By now we all know that both cannabis and CBD have the potential to help aid millions of individuals worldwide suffering from a broad range of health issues and ailments. And while legalization nationwide (in the US) has made great strides, there are still many areas of the country where both cannabis (and even CBD) are considered illegal.
Not to mention, at the Federal level, cannabis and most cannabis-derived products are still considered illegal (even if legalized at the state level).
But is CBD derived from other plant sources, such as hemp, as effective as that from cannabis? And can it provide a legal alternative to those in areas where CBD would have otherwise been considered illegal?
Read on to learn more….
Without Access, is Hemp Derived CBD a Good Legal Alternative?
With the wave of research coming out, to even the FDA approving the first ever drug based off of CBD, it’s no wonder droves of individuals are flocking to CBD an attractive natural alternative to many OTC and prescription drugs.
CBD derived from marijuana, however, is largely unavailable to patients who live in states that have not yet legalized cannabis (even though the concentration of THC is too low to cause a “high”).

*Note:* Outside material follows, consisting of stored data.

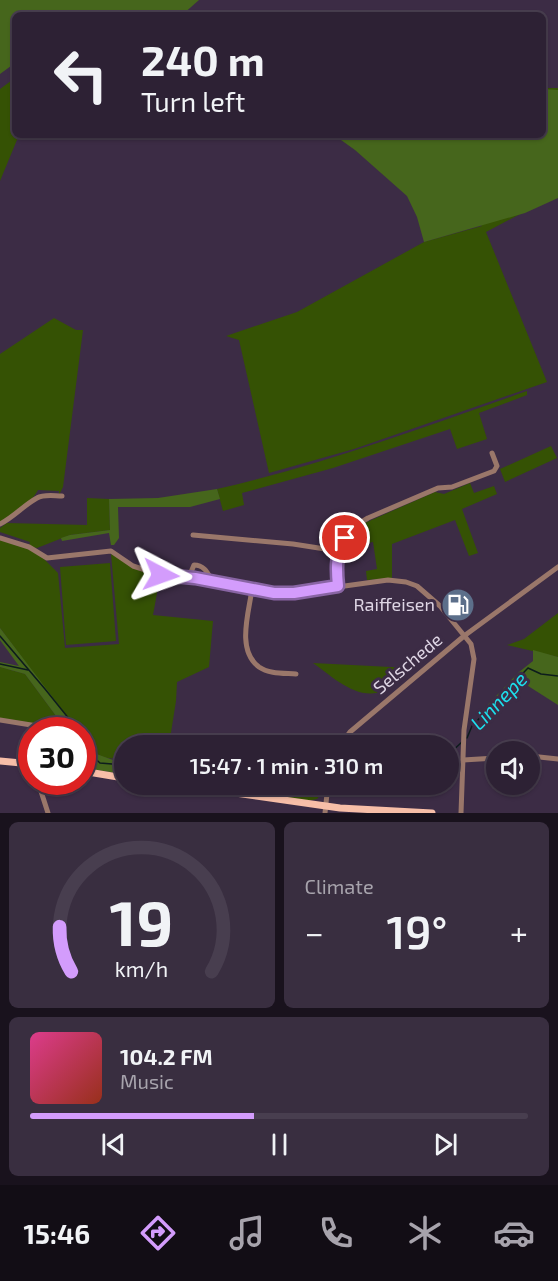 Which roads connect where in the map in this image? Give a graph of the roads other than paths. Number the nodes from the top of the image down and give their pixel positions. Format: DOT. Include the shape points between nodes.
graph roads {
  1 [pos="492,453"];
  2 [pos="62,496"];
  3 [pos="0,524"];
  4 [pos="193,536"];
  5 [pos="0,538"];
  6 [pos="338,551"];
  7 [pos="558,567"];
  8 [pos="195,578"];
  9 [pos="213,582"];
  10 [pos="338,586"];
  11 [pos="252,589"];
  12 [pos="464,636"];
  13 [pos="296,674"];
  14 [pos="0,720"];
  15 [pos="18,723"];
  16 [pos="348,735"];
  17 [pos="540,757"];
  18 [pos="486,759"];
  19 [pos="558,759"];
  20 [pos="463,760"];
  21 [pos="0,761"];
  22 [pos="18,763"];
  23 [pos="96,773"];
  24 [pos="114,776"];
  25 [pos="42,795"];
  26 [pos="237,795"];
  27 [pos="327,795"];
  28 [pos="325,810"];
  29 [pos="48,813"];
  30 [pos="432,813"];
  31 [pos="461,813"];
  1 -- 6 [label="street" via="497,466 494,471 452,487 438,488 368,518 355,526"];
  2 -- 3 [label="street" via="37,498"];
  4 -- 6 [label="street"];
  5 -- 8 [label="street" via="29,547 47,558 111,551 133,566 161,575"];
  6 -- 10 [label="street"];
  7 -- 12 [label="street, Selschede"];
  8 -- 9 [label="street"];
  8 -- 9 [label="street" via="191,568 200,565"];
  9 -- 11 [label="street"];
  10 -- 11 [label="street" via="294,593"];
  10 -- 12 [label="street" via="388,580 417,586"];
  11 -- 13 [label="street" via="245,640 252,660 270,672"];
  12 -- 16 [label="street, Selschede"];
  12 -- 20 [label="street" via="471,644 474,659"];
  14 -- 15 [label="street"];
  17 -- 19 [label="street"];
  18 -- 20 [label="street"];
  20 -- 31 [label="street"];
  21 -- 22 [label="main road"];
  23 -- 24 [label="main road"];
  25 -- 29 [label="street"];
  26 -- 28 [label="main road"];
  27 -- 28 [label="street"];
  28 -- 30 [label="main road"];
} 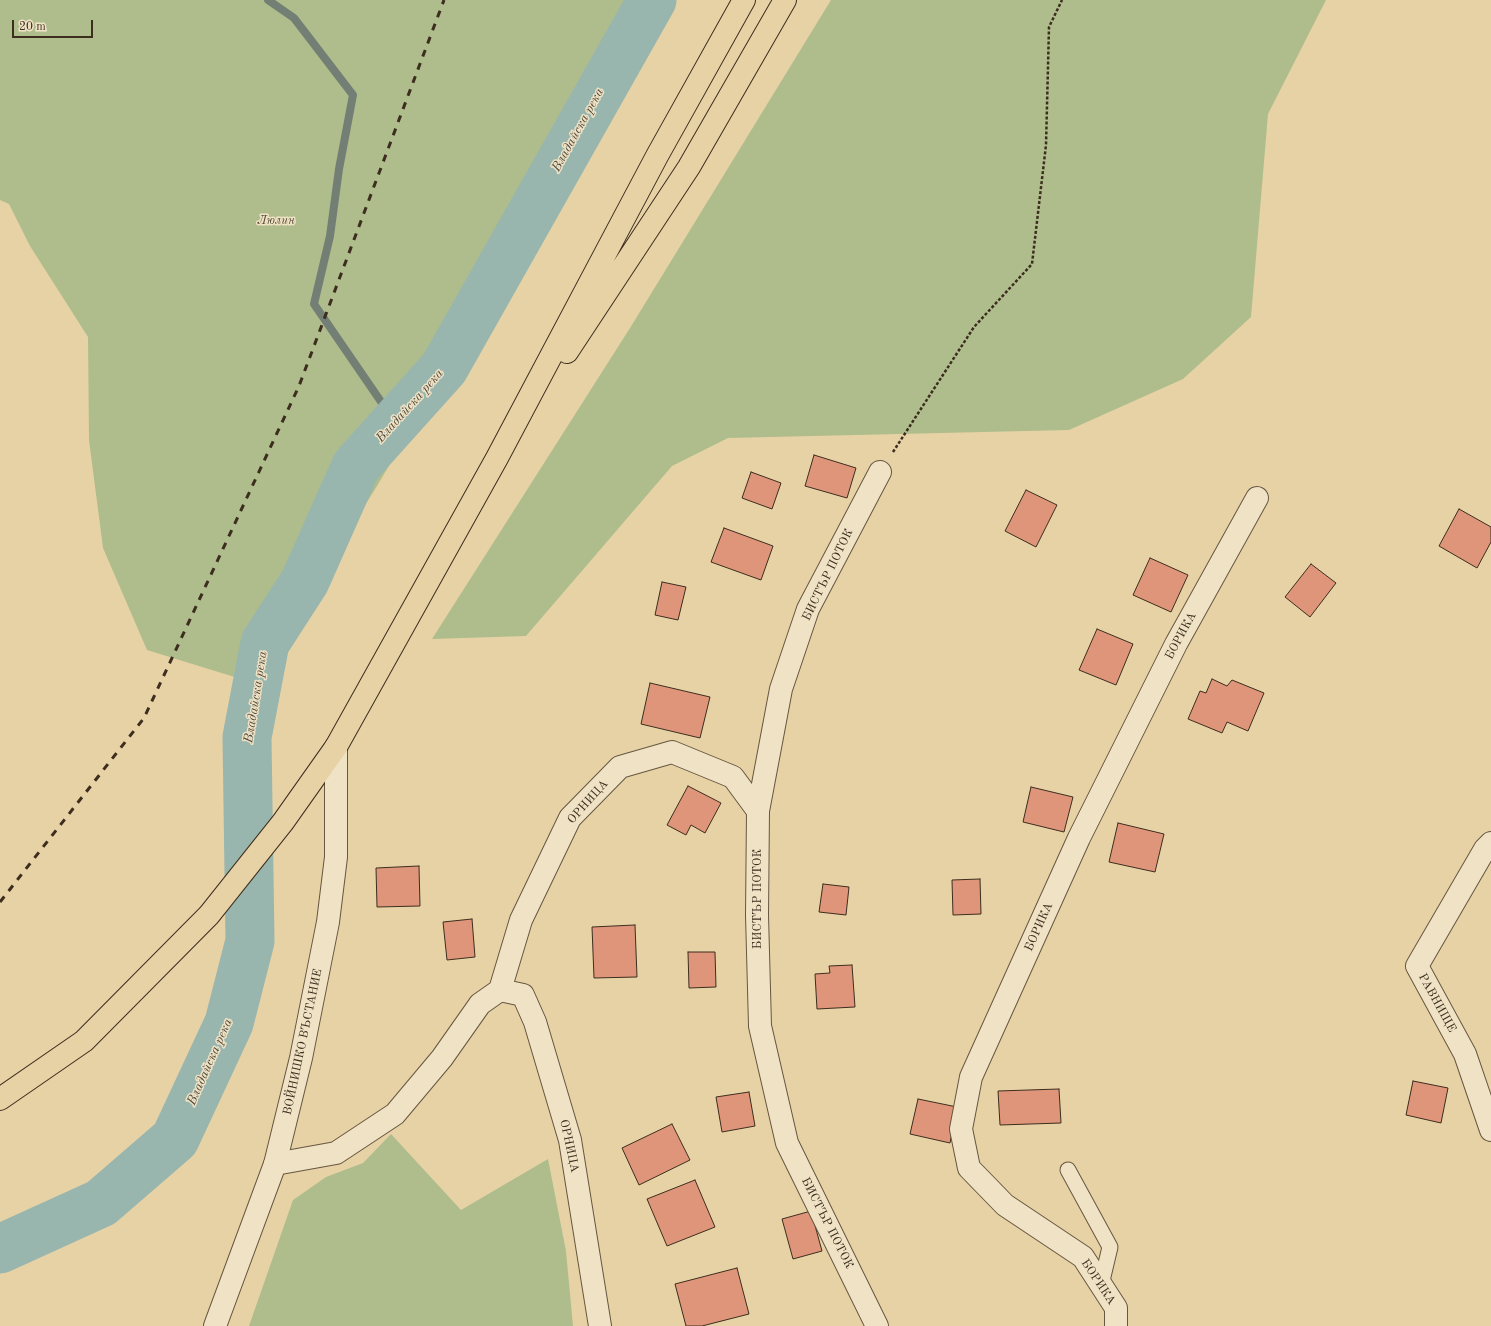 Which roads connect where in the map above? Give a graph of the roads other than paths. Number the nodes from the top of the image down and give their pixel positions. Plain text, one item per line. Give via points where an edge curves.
1 (744, 0) edge
2 (785, 0) edge
3 (497, 458) junction
4 (880, 472) road end
5 (1257, 498) dead end
6 (336, 747) junction
7 (758, 811) junction
8 (1491, 843) edge
9 (500, 990) junction
10 (0, 1099) edge
11 (1491, 1130) edge
12 (275, 1164) junction
13 (1068, 1170) dead end
14 (1101, 1285) junction
15 (215, 1326) edge
16 (600, 1326) edge
17 (878, 1326) edge
18 (1116, 1326) edge

1 - 3 highway via 657,156
2 - 3 highway via 689,167
3 - 6 highway
4 - 7 street, БИСТЪР ПОТОК via 808,609 781,689
5 - 14 street, БОРИКА via 1176,644 1082,831 971,1076 961,1128 969,1168 1006,1205 1083,1258
6 - 10 highway via 283,822 209,916 84,1041
6 - 12 street, ВОЙНИШКО ВЪСТАНИЕ via 336,857 328,922 301,1058
7 - 9 street, ОРНИЦА via 733,777 672,752 620,767 570,818 521,920
7 - 17 street, БИСТЪР ПОТОК via 760,1026 787,1144
8 - 11 street, РАВНИЩЕ via 1485,849 1417,966 1465,1054
9 - 12 street via 480,1004 442,1058 395,1114 336,1152
9 - 16 street, ОРНИЦА via 523,995 535,1022 570,1140
12 - 15 street, ВОЙНИШКО ВЪСТАНИЕ
13 - 14 lane via 1110,1247
14 - 18 street, БОРИКА via 1116,1308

This lack of patient access leaves thousands, if not hundreds of thousands, of individuals suffering from a range of ailments without a safe, natural alternative treatment.

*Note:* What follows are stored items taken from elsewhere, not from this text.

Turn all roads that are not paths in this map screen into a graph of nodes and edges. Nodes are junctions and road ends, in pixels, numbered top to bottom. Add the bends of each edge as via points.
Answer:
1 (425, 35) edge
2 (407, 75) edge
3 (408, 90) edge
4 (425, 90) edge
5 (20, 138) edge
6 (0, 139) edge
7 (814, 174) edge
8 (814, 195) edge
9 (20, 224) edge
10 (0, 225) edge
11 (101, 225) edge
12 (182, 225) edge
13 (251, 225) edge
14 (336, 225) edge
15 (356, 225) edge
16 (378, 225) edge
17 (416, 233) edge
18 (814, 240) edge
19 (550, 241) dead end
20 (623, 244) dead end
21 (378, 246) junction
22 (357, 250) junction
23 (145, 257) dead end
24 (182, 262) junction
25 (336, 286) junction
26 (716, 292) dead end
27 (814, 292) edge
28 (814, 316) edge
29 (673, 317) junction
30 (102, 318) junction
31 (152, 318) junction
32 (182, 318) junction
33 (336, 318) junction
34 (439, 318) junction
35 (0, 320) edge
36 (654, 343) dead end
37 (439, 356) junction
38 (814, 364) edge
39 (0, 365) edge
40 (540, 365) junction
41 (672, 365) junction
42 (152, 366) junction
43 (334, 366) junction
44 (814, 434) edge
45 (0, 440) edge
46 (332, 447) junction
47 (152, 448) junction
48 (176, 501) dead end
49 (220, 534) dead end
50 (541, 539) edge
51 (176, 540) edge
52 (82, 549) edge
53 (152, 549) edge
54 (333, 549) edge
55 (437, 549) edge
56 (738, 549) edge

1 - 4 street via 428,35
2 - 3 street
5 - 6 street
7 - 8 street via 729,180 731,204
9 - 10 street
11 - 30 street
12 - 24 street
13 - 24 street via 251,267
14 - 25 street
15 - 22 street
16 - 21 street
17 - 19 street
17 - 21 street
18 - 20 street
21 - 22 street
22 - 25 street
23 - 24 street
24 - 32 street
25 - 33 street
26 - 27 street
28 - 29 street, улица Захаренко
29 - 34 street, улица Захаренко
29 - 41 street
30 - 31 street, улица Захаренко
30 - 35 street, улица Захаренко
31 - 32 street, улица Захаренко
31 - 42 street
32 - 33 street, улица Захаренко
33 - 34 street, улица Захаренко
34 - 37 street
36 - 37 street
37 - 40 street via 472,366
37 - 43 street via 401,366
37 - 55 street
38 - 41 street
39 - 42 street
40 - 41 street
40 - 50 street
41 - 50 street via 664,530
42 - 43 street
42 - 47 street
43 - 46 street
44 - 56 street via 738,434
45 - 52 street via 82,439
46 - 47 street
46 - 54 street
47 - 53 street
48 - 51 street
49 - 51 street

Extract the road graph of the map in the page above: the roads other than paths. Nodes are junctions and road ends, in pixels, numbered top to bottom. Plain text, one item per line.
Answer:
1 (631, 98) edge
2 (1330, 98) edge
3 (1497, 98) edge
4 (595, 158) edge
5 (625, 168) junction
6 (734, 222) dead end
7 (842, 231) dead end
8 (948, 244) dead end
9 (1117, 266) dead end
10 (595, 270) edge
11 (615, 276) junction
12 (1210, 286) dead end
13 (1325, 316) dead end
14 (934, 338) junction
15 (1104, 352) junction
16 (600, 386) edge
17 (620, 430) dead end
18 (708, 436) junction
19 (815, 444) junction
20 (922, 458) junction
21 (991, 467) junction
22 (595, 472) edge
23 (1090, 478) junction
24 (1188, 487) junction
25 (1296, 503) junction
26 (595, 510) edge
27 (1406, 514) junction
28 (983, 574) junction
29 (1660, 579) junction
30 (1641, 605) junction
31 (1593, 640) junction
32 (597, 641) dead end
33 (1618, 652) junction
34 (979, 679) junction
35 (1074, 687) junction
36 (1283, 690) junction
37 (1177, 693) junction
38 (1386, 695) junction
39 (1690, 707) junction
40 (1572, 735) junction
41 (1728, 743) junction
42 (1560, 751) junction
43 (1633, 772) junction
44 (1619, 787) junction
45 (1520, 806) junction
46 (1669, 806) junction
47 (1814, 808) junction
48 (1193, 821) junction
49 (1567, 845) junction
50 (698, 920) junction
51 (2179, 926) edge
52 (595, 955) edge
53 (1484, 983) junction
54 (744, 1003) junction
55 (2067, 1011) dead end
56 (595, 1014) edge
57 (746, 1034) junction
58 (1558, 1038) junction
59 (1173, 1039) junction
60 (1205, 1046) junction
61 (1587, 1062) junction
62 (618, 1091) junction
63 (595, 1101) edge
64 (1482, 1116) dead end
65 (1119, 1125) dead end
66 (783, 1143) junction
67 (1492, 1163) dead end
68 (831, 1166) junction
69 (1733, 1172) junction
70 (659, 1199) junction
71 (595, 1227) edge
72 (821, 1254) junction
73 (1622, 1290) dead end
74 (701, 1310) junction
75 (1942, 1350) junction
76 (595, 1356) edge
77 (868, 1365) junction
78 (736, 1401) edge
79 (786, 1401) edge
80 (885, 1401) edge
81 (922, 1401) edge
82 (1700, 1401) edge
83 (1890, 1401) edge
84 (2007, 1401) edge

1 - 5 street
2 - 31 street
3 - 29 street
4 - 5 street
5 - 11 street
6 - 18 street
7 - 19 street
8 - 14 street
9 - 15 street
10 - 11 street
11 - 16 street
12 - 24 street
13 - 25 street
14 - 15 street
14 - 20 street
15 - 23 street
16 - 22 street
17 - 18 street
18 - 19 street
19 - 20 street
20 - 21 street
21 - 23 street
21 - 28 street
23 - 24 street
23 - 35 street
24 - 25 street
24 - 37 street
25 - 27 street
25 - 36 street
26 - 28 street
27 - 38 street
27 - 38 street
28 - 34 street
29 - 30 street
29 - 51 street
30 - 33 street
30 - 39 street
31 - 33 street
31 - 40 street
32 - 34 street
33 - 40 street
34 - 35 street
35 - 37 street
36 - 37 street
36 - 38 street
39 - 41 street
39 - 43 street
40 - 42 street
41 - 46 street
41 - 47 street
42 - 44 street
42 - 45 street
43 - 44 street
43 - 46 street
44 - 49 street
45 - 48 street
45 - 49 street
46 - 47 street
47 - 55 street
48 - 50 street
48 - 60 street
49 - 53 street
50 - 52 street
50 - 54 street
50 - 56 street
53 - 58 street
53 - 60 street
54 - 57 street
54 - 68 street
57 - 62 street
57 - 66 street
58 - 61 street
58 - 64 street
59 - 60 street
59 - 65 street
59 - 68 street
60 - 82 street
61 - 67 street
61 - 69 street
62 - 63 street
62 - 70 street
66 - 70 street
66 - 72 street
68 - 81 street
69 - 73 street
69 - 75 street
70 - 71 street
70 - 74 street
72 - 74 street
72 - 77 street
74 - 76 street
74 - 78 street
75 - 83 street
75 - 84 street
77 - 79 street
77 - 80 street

While cannabis is the preferred source of CBD due to its ease of extraction and higher CBD concentration, there is another source gaining traction as a LEGAL alternative: Hemp.
But is CBD extraction from hemp able to assist with medical issues the same way CBD from marijuana can?

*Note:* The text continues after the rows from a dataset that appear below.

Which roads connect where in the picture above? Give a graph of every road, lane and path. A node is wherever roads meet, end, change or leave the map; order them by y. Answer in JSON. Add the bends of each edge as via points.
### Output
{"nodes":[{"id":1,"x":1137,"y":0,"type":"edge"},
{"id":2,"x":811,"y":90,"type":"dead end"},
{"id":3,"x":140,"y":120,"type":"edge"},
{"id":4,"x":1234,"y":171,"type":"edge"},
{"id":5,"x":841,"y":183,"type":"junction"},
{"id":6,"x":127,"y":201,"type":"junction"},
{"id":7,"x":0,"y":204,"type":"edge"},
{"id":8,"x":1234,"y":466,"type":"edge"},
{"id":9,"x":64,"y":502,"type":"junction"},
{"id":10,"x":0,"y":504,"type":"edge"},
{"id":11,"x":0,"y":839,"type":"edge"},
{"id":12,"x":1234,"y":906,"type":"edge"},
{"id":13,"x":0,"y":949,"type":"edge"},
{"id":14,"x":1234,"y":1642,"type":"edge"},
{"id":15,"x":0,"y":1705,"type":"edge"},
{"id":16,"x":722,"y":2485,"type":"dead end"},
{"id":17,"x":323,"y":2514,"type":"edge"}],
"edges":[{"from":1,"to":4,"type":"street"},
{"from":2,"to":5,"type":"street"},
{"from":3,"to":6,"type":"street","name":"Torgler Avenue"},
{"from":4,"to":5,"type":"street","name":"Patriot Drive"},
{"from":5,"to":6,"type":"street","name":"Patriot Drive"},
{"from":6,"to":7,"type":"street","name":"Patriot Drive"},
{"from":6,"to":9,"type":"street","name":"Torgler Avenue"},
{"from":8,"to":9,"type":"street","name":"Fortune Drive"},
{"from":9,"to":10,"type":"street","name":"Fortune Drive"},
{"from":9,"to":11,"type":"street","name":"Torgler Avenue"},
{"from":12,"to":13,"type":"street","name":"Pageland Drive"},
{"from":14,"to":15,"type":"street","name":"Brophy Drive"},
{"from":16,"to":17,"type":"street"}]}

Defining the Difference Between Marijuana and Hemp
According to “the man” cannabis is federally illegal. The DEA defines marijuana as the leaves, flowering buds, and resin of the cannabis plant. Hemp, on the other hand, is the portion of the plant that makes the stalks and sterilized seed. However, to confuse things further, “hemp” is not recognized as a separate plant federally, and therefore there is a debate about whether or not CBD from hemp is legal.
While marijuana can contain up to 20% THC, hemp only contains up to 0.3%. Because of this, CBD derived from hemp does not contain the psychoactive effects that marijuana does. The CBD content in hemp, however, ranges between 1 and 5 percent, making it a potential legal alternative to medical marijuana.
Cultivating Hemp for CBD Distribution
As of the writing of this article, 19 states now allow for the production of hemp in some fashion. Some of these allowances are for pilot studies, while others allow for commercial production (with varying degrees of restrictions). Of these 19 states, eight specifically have laws promoting hemp’s growth and marketing.
This often occurs through legislation known as a “Farm Bill”. More on that below…
Beyond these exceptions, the industrial growth of hemp is not allowed on a federal level. Some help, however, is grown in Europe and then imported into the United States.
The Farm Bill
UPDATE: As of mid-December 2018 Congress had agreed to a “final” version of what is known as the 2018 Farm Bill. However, despite its namesake, this “farm bill” is unique and unlike those that have come before it.
Though the bill does provide for and include relevant and important nutritional and agricultural policies and provisions, the buzz (pun intended) around this year’s particular bill is surrounding important changes involving the treatment, use, and cultivation of the cannabis plant.
Generally, cannabis has been an absentee from discussions surrounding farm assistance, subsidies and crop insurance…but not this last year. Senate Majority Leader Mitch McConnell strongly supported the introduction of hemp into the spotlight.
As it relates to legislation, hemp is defined as cannabis, with one major distinction: in order to be classified as “hemp”, it cannot contain more than 0.3% THC.
So where do things stand today?
The new Farm Bill made hemp LEGAL, but with some key restrictions in place:
- Hemp cannot contain more than 0.3% THC per section 10113 of the Bill, with anything other this limit being classified as “marijuana” or non-hemp cannabis.
- States and the federal government will share regulatory power over the production and cultivation of hemp under section 10113 of the Bill.
- Violations of the federal hemp law (such as production without a license or production of hemp with over 0.3% TCH) will result in prescribed punishments.
The Rise of Hemp-Based CBD
Industrial hemp is useful in the creation of CBD products, and with the new Farm Bill setting the stage for LEGAL and widespread production, hemp is offering a new avenue for CBD manufacturers to explore.
Hemp, while lower in the concentration of CBD than cannabis, is still a great source of the same CBD you get from cannabis, making it a suitable alternative to supply the rising need and demand for high quality, all natural CBD products both nationwide and around the globe.
The Market Speaks Volumes
With the CBD industry projected to hit $22 billion by 2022, with no signs of slowing down, the market (and people) have clearly spoken loud and clear.
As the trend towards all-natural, alternative medicine continues to rise, individuals are turning towards CBD as a potential health supplement to assist with a broad range of ailments and symptoms ranging from inflammation to anxiety.